BRIEF –
From the entries below, copy every line where the string "ENGENHEIRO" appears.

[[ MATERIAL FOR THE TASK, beginning ]]

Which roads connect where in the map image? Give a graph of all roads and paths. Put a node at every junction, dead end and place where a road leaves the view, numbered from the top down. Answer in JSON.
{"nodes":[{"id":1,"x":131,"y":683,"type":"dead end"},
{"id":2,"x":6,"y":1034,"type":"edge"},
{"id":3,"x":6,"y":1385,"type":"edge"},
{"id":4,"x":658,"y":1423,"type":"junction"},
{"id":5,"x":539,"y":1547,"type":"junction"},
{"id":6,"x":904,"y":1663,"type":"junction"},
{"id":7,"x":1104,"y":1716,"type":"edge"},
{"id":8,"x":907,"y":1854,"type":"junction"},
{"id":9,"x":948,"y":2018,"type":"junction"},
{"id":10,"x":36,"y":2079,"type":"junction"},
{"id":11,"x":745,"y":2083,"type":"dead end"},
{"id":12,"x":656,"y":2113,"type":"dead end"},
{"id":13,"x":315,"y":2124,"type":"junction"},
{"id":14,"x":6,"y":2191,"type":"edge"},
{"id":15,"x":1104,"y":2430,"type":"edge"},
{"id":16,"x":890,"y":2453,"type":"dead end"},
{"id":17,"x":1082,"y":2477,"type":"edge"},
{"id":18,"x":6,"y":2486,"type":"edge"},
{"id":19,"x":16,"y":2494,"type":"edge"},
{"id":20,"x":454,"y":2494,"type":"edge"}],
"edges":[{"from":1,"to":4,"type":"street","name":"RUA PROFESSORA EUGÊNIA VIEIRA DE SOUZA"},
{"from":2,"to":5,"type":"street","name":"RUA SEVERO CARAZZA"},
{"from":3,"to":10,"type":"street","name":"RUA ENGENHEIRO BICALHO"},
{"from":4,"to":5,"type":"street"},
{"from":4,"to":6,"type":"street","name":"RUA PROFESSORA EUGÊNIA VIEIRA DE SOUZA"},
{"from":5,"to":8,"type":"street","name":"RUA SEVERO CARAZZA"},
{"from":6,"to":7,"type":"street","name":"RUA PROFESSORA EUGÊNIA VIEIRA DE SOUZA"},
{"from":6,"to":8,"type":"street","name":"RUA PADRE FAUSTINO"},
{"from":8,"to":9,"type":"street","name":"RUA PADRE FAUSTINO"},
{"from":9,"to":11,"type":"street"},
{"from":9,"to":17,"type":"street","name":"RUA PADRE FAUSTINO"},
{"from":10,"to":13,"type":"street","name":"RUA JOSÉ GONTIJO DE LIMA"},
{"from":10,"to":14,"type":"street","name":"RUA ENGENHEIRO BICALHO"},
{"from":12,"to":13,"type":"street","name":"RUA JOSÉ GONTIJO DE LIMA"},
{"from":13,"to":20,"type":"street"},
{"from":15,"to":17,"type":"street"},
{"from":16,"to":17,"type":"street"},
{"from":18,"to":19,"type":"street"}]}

[[ MATERIAL FOR THE TASK, end ]]

RESPONSE TO THIS TASK –
{"from":3,"to":10,"type":"street","name":"RUA ENGENHEIRO BICALHO"},
{"from":10,"to":14,"type":"street","name":"RUA ENGENHEIRO BICALHO"},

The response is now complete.